The fact that Romania hosted a secret CIA prison (black site) was first published by Human Rights Watch on November 6, 2005. A Council of Europe report of 2006 confirmed that "the existence of secret detention facilities is assumed to have existed in Romania" and noted that Romania could be held liable for conspiracy in the CIA detention and extraordinary rendition program.
In august 2009, former U.S intelligence officials revealed for the New York Times that Kyle D. Foggo, at that time director of the CIA main logistics base in Frankfurt, oversaw the construction of three CIA detention centers, “each designed to accommodate six prisoners ". They added that the "jail was a renovated building on a busy street in Bucharest".

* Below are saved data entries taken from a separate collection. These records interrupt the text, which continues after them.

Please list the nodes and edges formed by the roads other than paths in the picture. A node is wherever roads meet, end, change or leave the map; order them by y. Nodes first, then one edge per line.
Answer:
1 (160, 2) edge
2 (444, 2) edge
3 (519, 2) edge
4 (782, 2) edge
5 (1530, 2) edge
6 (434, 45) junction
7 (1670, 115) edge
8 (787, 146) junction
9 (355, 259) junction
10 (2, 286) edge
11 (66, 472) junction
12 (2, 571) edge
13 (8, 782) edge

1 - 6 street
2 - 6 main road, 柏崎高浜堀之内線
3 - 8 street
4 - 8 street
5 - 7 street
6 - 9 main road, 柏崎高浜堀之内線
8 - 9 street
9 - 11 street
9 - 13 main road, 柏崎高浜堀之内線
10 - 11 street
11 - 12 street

In 2011, a German television station revealed that the CIA prison in Romania, codenamed "Bright Light", was set-up in a government building in Bucharest, used by the National Registry Office for Classified Information (ORNISS).
The report identified the 136 people who were detained or transferred by the CIA and describes what was known about the dates and places where they were held.
Among those secretly detained by the CIA in Romania were, according to the report, Waleed Mohammed bin Attash (Tawfiq bin Attash), Janata Gul (Hammidullah), Riduan Isamuddin (Hamble), Khalid Sheikh Mohammed, Abd al Rahim al Nashiri and Ramzi bin al-Shibh.
Romanian authorities vehemently denied hosting a CIA prison. The report stated that the Romanian Senate started in 2005 a superficial investigation and issued a report in 2008 claiming that there was no CIA detention centers in Romania nor any transfer flights of detainees in Romania and that no Romanian institution participated in this the program.
According to Amrit Singh, author of the report "Globalizing Torture" of Open Society, evidence was found that 25 countries in Europe, 14 in Asia and 13 in Africa have assisted the CIA, in addition to Canada and Australia. Among them Thailand, Romania and Lithuania, where prisons were established, and Denmark, which facilitated CIA air operations.
" The moral cost of these programs is not only borne by the United States, but also by the 54 countries they recruited to help them", Singh said.
Singh argued that the United States flagrantly violated national and international law and that their efforts to avoid responsibility "began to fail '.
In December, the European Court of Human Rights found that the CIA was responsible for the torture of Khalied el-Masri, a German citizen abducted by the agency and taken to Afghanistan in a case of mistaken identity.